▶ [Entries shown]:
----
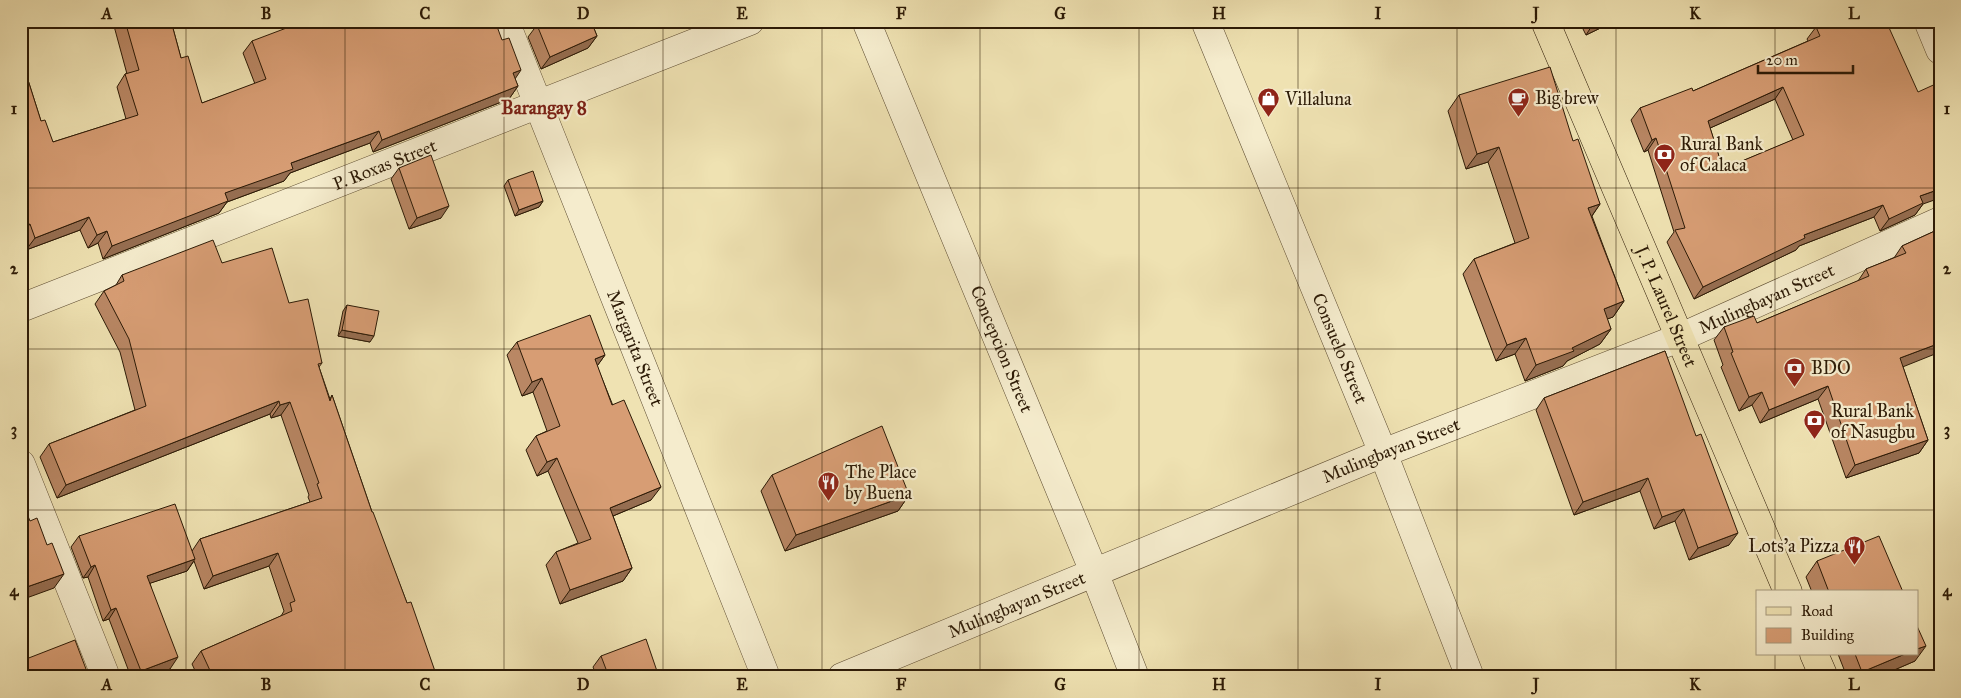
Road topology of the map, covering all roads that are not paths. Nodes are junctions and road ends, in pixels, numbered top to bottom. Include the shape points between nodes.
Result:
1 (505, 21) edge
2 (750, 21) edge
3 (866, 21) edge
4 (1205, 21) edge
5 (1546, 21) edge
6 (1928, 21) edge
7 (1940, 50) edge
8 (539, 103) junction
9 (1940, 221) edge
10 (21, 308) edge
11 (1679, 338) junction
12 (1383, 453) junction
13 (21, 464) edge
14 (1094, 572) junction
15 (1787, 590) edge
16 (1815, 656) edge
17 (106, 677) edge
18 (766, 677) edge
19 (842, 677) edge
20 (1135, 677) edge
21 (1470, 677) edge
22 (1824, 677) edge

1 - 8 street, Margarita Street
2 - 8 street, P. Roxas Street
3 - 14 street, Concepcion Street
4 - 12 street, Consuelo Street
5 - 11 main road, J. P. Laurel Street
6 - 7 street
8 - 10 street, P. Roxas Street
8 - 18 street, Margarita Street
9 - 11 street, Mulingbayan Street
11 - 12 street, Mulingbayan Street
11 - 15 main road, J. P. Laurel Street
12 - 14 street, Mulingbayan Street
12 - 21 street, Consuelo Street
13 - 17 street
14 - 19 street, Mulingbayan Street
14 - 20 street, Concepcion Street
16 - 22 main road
----
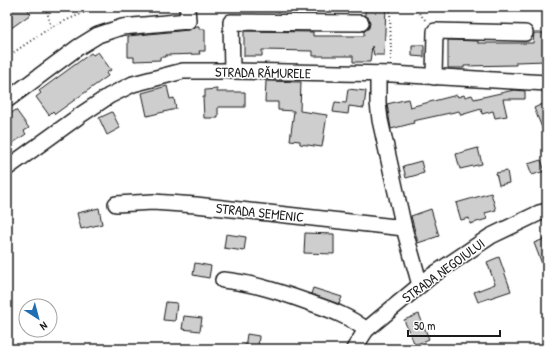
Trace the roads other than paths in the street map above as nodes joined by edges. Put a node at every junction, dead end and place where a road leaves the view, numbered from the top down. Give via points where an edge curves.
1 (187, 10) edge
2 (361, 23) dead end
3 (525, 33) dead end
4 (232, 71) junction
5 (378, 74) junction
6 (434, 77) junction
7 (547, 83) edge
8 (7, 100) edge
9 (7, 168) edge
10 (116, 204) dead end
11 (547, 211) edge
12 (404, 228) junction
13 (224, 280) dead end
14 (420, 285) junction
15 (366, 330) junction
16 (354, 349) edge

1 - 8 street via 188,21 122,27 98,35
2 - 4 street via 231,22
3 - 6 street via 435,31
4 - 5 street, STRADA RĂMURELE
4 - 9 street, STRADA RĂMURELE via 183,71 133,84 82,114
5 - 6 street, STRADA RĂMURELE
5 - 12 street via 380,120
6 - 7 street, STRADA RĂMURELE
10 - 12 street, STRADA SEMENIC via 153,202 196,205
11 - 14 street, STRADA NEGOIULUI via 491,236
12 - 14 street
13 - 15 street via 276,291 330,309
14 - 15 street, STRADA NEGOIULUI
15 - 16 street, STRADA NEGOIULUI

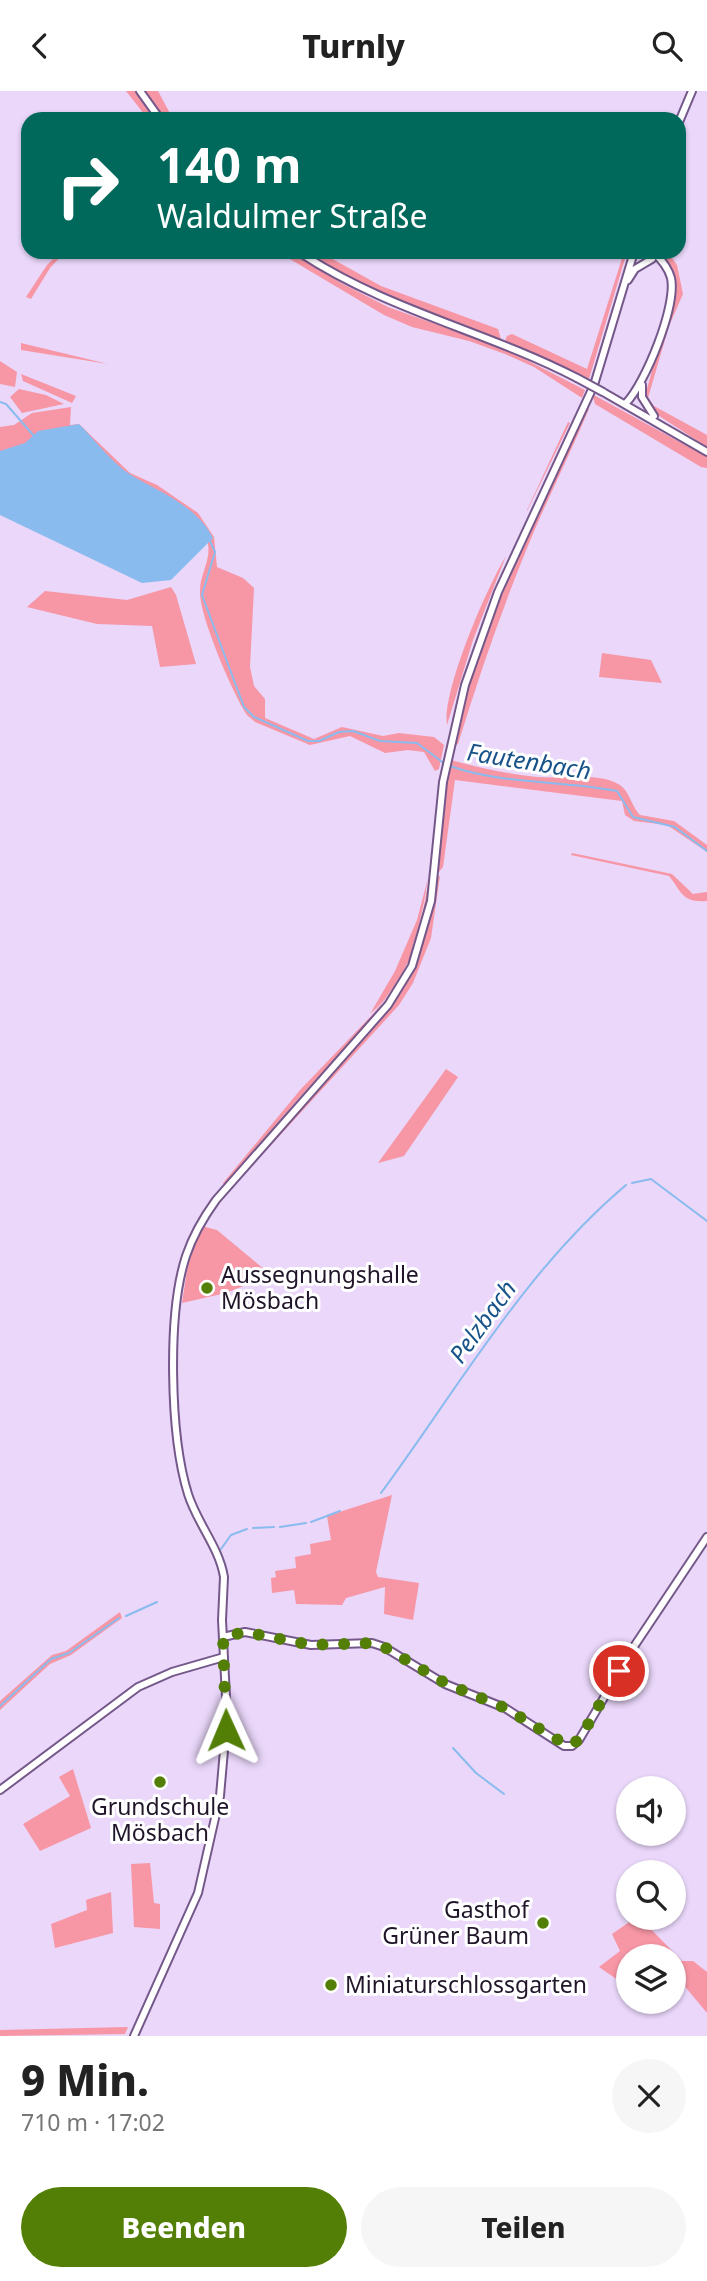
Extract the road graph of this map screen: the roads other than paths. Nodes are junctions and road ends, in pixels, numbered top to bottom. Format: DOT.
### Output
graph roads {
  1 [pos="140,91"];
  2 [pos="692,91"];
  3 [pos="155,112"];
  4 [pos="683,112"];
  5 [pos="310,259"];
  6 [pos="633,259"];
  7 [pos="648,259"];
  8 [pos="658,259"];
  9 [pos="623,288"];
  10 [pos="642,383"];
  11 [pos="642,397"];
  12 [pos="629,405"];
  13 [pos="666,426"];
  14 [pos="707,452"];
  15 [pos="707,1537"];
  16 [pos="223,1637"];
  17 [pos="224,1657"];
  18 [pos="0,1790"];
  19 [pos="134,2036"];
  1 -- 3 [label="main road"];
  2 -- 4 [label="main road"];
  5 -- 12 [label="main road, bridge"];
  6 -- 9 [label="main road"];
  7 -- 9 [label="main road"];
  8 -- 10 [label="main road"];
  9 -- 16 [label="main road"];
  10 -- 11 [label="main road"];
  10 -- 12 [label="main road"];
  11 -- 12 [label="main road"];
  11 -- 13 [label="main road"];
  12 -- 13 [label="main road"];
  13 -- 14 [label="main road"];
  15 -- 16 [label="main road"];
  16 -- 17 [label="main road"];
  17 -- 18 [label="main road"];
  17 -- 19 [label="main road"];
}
----
▶ [What the exercise asks]: Gather each line from the listing above that holds "pixels".

▶ [The answer]:
Road topology of the map, covering all roads that are not paths. Nodes are junctions and road ends, in pixels, numbered top to bottom. Include the shape points between nodes.
Extract the road graph of this map screen: the roads other than paths. Nodes are junctions and road ends, in pixels, numbered top to bottom. Format: DOT.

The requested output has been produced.